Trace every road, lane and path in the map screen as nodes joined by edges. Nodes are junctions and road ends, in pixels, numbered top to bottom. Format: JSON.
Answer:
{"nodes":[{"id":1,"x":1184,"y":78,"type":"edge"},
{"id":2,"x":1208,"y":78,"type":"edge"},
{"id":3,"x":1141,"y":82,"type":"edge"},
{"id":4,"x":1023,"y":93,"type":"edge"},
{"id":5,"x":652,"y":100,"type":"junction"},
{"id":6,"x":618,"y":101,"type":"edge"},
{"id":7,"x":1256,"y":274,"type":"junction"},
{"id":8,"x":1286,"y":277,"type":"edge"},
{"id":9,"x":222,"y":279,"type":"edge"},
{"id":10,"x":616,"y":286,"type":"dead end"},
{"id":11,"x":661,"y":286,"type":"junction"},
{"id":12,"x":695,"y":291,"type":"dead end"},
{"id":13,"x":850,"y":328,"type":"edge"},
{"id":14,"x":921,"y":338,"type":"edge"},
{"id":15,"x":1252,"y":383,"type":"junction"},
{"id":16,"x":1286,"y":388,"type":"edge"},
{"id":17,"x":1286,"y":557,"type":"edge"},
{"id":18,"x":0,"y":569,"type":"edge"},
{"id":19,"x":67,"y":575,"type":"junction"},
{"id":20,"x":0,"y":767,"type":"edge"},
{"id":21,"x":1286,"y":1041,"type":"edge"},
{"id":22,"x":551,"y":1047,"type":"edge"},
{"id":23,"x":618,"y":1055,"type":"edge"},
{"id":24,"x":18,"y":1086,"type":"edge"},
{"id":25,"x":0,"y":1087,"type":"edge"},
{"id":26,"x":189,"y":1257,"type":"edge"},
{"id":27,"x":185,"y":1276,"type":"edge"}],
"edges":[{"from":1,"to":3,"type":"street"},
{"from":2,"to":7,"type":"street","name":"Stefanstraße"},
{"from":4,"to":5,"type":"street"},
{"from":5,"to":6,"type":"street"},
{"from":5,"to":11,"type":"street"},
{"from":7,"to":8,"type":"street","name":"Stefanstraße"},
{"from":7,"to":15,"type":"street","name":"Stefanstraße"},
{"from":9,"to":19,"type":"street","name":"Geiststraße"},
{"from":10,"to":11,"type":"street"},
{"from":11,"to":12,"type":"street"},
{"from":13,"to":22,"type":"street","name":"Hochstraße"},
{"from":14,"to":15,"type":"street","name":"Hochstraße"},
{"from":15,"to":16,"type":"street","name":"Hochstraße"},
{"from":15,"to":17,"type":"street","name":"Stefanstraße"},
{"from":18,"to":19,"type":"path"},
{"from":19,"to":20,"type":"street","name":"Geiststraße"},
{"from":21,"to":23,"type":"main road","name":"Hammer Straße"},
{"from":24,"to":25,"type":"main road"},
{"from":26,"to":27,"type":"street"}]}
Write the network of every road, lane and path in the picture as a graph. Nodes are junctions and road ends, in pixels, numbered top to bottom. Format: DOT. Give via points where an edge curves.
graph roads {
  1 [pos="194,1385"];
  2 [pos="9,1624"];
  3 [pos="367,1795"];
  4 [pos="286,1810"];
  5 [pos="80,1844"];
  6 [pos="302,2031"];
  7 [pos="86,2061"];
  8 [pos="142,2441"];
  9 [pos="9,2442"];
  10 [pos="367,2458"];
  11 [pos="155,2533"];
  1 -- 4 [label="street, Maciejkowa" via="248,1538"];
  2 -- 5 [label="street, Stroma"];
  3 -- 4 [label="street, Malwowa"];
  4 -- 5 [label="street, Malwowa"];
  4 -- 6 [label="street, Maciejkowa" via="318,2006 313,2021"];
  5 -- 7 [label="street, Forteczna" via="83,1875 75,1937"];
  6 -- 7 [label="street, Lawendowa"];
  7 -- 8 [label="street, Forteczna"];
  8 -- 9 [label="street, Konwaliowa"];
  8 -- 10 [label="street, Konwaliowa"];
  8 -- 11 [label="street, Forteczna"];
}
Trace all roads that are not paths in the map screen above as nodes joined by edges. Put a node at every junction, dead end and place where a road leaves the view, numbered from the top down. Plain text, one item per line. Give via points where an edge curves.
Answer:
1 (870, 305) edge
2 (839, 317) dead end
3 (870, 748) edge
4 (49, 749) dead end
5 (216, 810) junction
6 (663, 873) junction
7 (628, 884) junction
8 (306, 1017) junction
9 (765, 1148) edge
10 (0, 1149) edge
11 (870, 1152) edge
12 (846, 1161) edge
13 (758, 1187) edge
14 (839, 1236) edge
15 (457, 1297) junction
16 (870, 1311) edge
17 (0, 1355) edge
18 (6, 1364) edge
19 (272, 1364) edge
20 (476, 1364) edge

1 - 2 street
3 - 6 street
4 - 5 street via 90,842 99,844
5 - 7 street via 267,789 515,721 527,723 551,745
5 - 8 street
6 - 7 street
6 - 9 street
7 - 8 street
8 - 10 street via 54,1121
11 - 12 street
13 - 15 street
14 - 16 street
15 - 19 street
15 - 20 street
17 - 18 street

» **WORK REQUIRED**: Locate the string "graph" in the listing above and copy every line where it occurs.

» **YOUR RESPONSE**:
Write the network of every road, lane and path in the picture as a graph. Nodes are junctions and road ends, in pixels, numbered top to bottom. Format: DOT. Give via points where an edge curves.
graph roads {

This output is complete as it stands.